Needed from the entries below: every line that holds the word "thumb".

Material supplied
::::

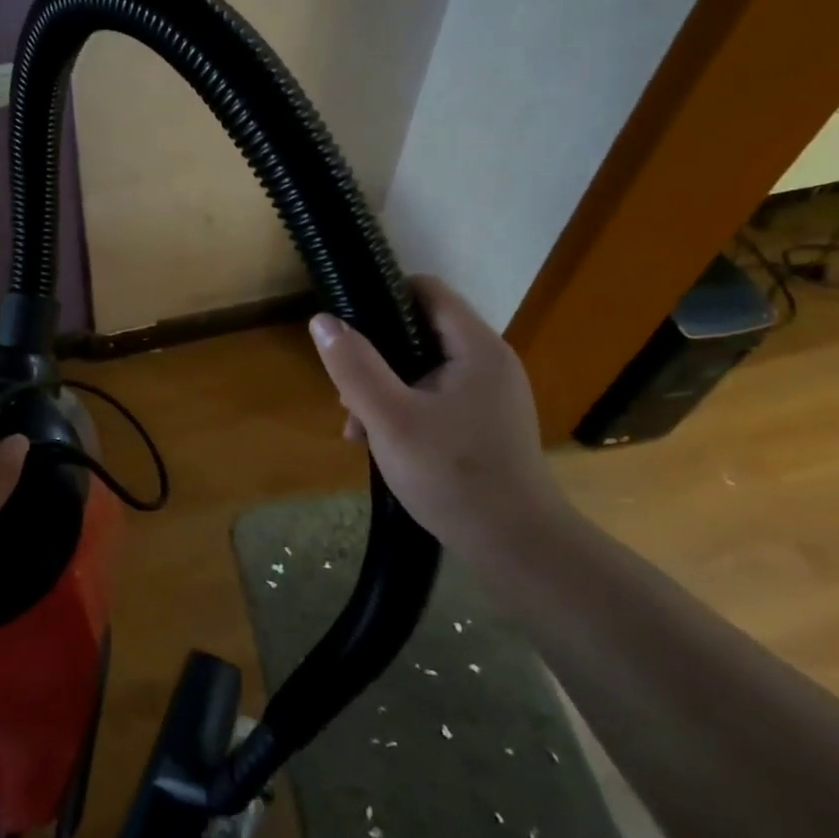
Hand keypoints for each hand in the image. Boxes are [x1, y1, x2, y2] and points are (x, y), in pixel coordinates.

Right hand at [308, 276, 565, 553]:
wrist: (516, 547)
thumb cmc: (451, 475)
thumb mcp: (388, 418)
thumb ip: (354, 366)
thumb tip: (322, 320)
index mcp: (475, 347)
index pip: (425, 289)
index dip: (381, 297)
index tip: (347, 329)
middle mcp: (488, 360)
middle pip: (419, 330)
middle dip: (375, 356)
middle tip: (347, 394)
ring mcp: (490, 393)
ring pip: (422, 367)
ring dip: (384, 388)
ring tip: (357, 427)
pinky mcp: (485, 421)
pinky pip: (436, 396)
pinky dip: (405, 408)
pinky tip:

::::

Answer for this exercise
thumb cmc: (451, 475)
thumb mcp: (388, 418)
thumb ip: (354, 366)
thumb tip: (322, 320)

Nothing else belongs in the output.